Les personnes de plus de 70 ans, auxquelles pourraient s’ajouter toutes celles qui souffrent d’hypertension, de diabète ou de surpoids, sont considérées comme des personnes à risque dont on avait envisagé de prolonger le confinement au-delà du 11 mai. Mais pourquoi cette prolongation ? Il existe deux réponses à cette question, l’une utilitariste, dans le bon sens du terme, qui vise à réduire le risque d’engorgement des hôpitaux en évitant la contamination des personnes qui ont le plus de risque de développer des formes graves de la maladie. Cette réponse a sa propre pertinence qui peut justifier, chez les personnes à risque, un surcroît de précautions.
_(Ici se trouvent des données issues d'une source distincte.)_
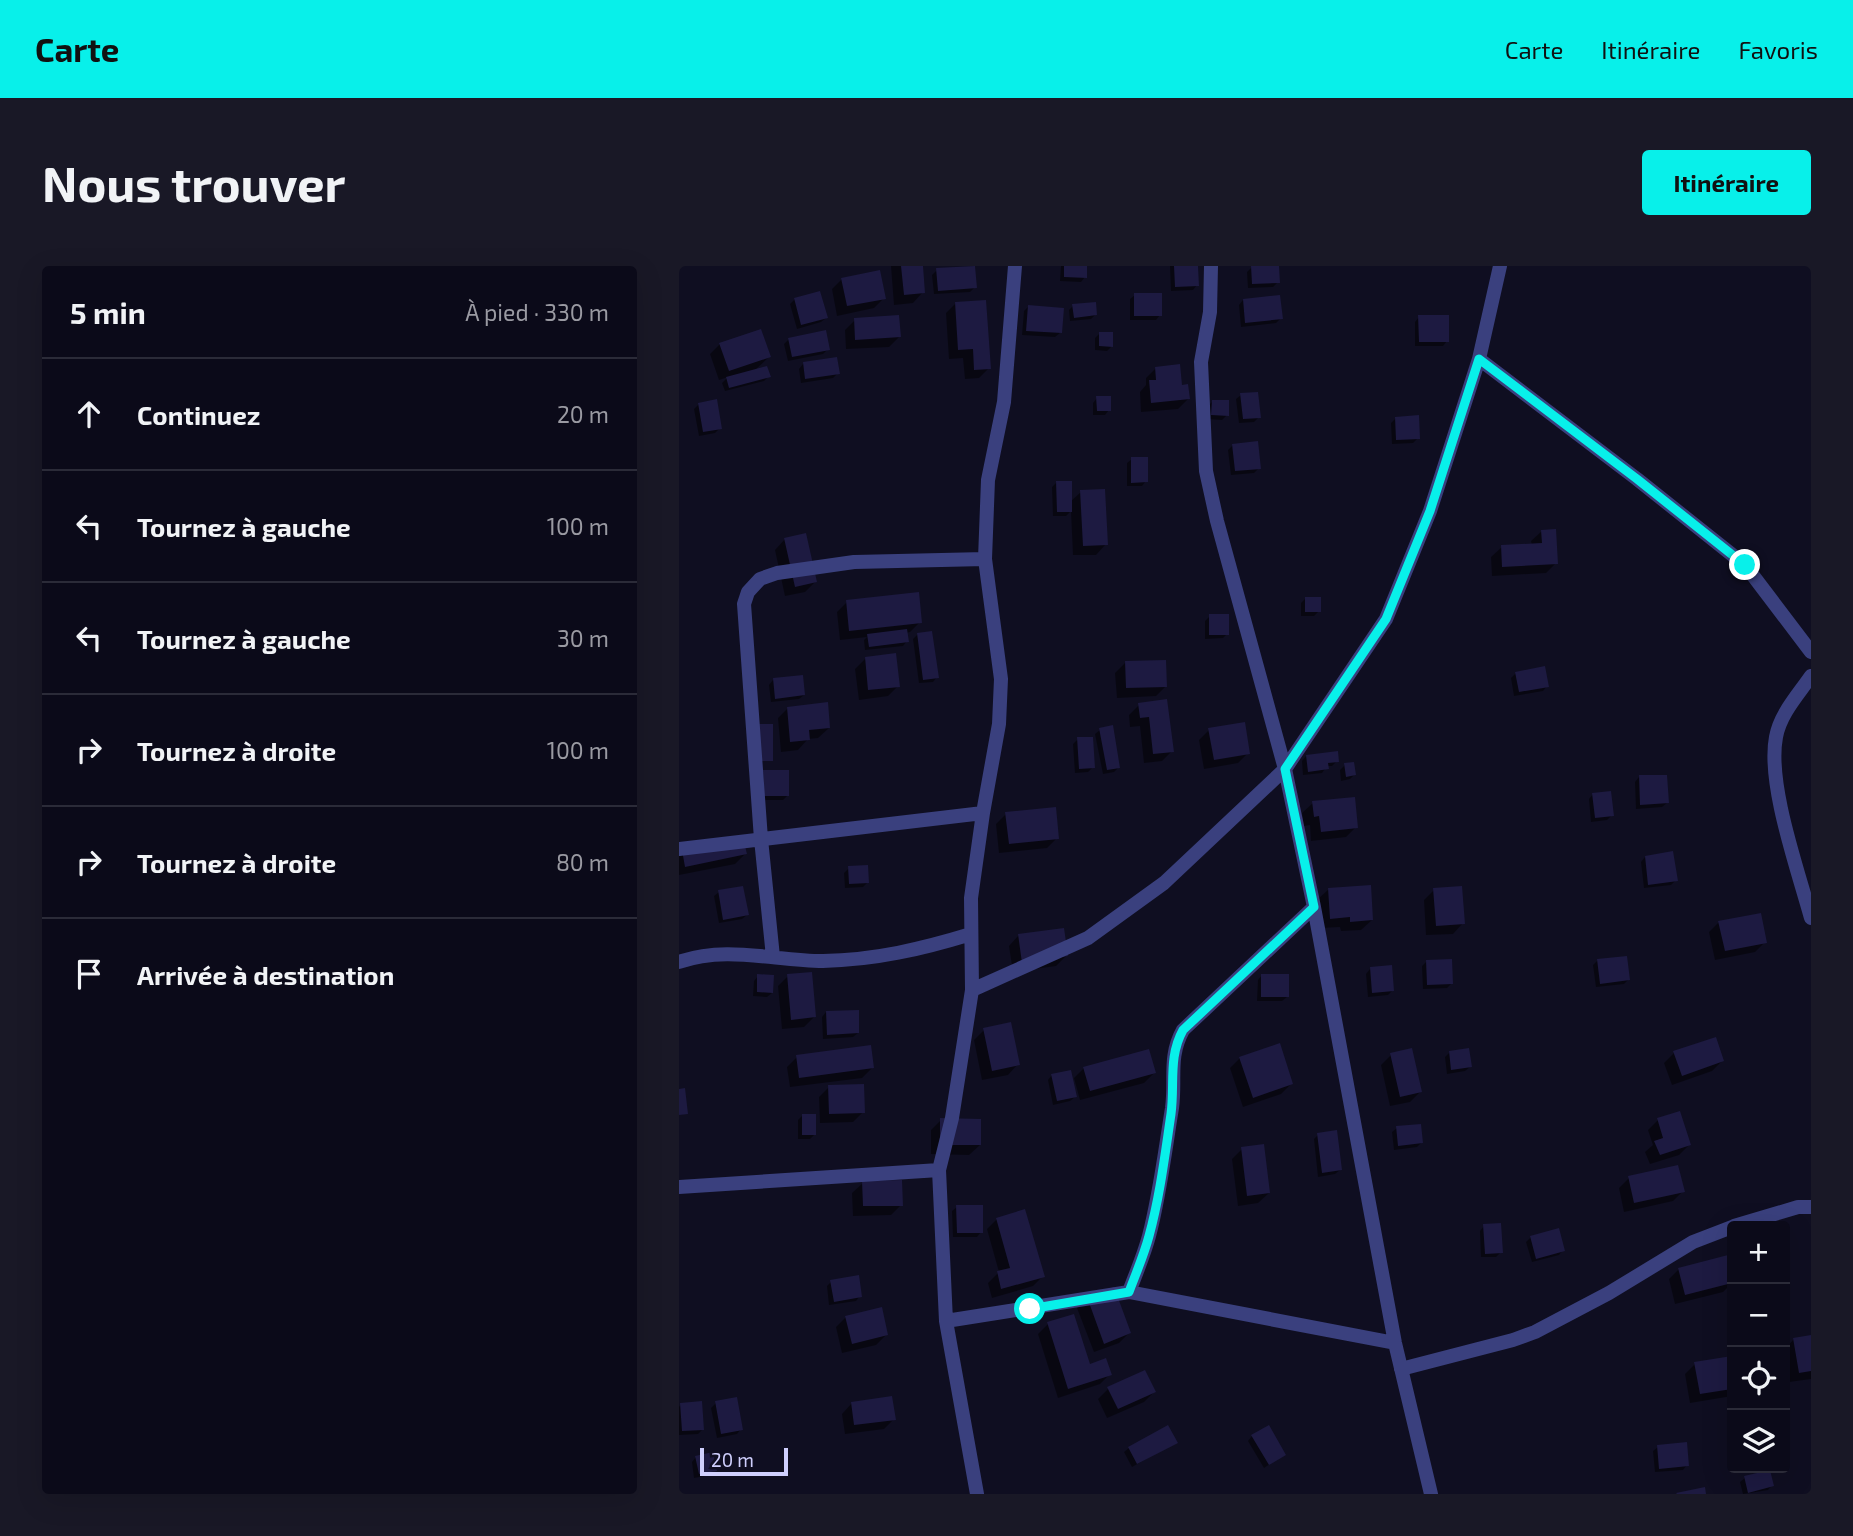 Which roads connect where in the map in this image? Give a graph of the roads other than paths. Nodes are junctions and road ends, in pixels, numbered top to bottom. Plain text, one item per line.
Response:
1 (1015, 266) edge
2 (1211, 266) edge
3 (1500, 266) edge
4 (1479, 359) junction
5 (985, 559) junction
6 (1811, 652) edge
7 (1811, 676) edge
8 (1285, 769) junction
9 (983, 813) junction
10 (761, 839) junction
11 (679, 849) edge
12 (1314, 907) junction
13 (1811, 918) edge
14 (971, 934) junction
15 (772, 957) junction
16 (679, 962) edge
17 (972, 990) junction
18 (939, 1170) junction
19 (679, 1187) edge
20 (1811, 1207) edge
21 (1752, 1221) edge
22 (1727, 1229) edge
23 (1129, 1292) junction
24 (946, 1321) junction
25 (1395, 1343) junction
26 (1401, 1368) junction
27 (978, 1494) edge
28 (1431, 1494) edge

1 - 5 street
2 - 8 street
3 - 4 street
4 - 6 street
4 - 8 street
5 - 9 street
5 - 10 street
7 - 13 street
8 - 12 street
8 - 17 street
9 - 10 street
9 - 14 street
10 - 11 street
10 - 15 street
12 - 23 street
12 - 25 street
14 - 15 street
14 - 17 street
15 - 16 street
17 - 18 street
18 - 19 street
18 - 24 street
20 - 21 street
22 - 26 street
23 - 24 street
23 - 25 street
24 - 27 street
25 - 26 street
26 - 28 street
Le problème est cependant qu’elle se confond avec une seconde réponse, celle de la protection des personnes vulnérables, devenue une sorte de nouvelle idéologie morale dont les effets peuvent être destructeurs pour l’égalité et les libertés individuelles, et pas seulement dans le cas du Covid-19.
Si un sujet vulnérable ne veut pas être protégé, on ne peut pas lui imposer un confinement au nom de cette vulnérabilité car, de ce point de vue, il reste le seul juge des risques qu’il peut ou non prendre. On peut éventuellement le lui imposer au nom de la raison utilitariste précédente (ne pas risquer d’engorger les hôpitaux), mais il est alors en droit de protester contre une rupture d’égalité qui, si on n’y prend garde, pourrait s’étendre à de multiples domaines de la vie, chaque fois que des vulnérabilités somatiques, psychologiques, sociales, ethniques ou de genre, accroissent les risques courus par un sujet et imposés par conséquent aux services d’assistance, de police, de soin ou d’assurance.
A vrai dire, la prise en compte des vulnérabilités spécifiques est déjà largement à l’œuvre dans l’analyse des aptitudes professionnelles, le calcul des coûts d’assurance, des capacités de remboursement d’une dette, des possibilités de sortie d’une addiction, des perspectives de guérison d’une maladie ou de récidive d’un délit, etc., et on la retrouve de surcroît dans les systèmes intelligents d’enregistrement et d’évaluation des données personnelles développés par les banques, les assurances, les services de ressources humaines, les agences de publicité, les systèmes d’évaluation des performances sociales ou éducatives, etc. Le problème ici n’est pas tant qu’on tient compte des vulnérabilités, mais qu’on en fait un moyen systémique de discrimination sociale et de pression sur les libertés individuelles.
Cette situation est une occasion de s'interroger sur les effets pervers d'un maternalisme politique qui, au nom d'un souci de care et de responsabilité à l'égard des personnes vulnérables, tend à légitimer l'observation maniaque de la spécificité et de l'intimité des personnes, à l'aide de moyens intrusifs d'observation et d'enregistrement, faisant passer au second plan les exigences d'égalité et de liberté constitutives de la forme de vie démocratique que nous avons choisie. Ce maternalisme a aussi des effets dans le domaine de l'information publique, lorsque la convivialité lénifiante et les anecdotes de la vie confinée prennent le pas sur les informations précises concernant la maladie, son développement dans le monde ou les controverses suscitées par sa prise en charge officielle.
Manifestement, cette maladie fait courir à chacun des risques inédits, justifiant des précautions collectives pour minimiser les pertes. Mais il existe aussi un niveau de risque qu’il incombe à chaque individu d’accepter de prendre, pour lui si ce n’est pour les autres. Or, comme dans le cas d’une addiction, le fait d’être vulnérable ne fait d’aucun sujet particulier le vecteur privilégié de propagation du virus.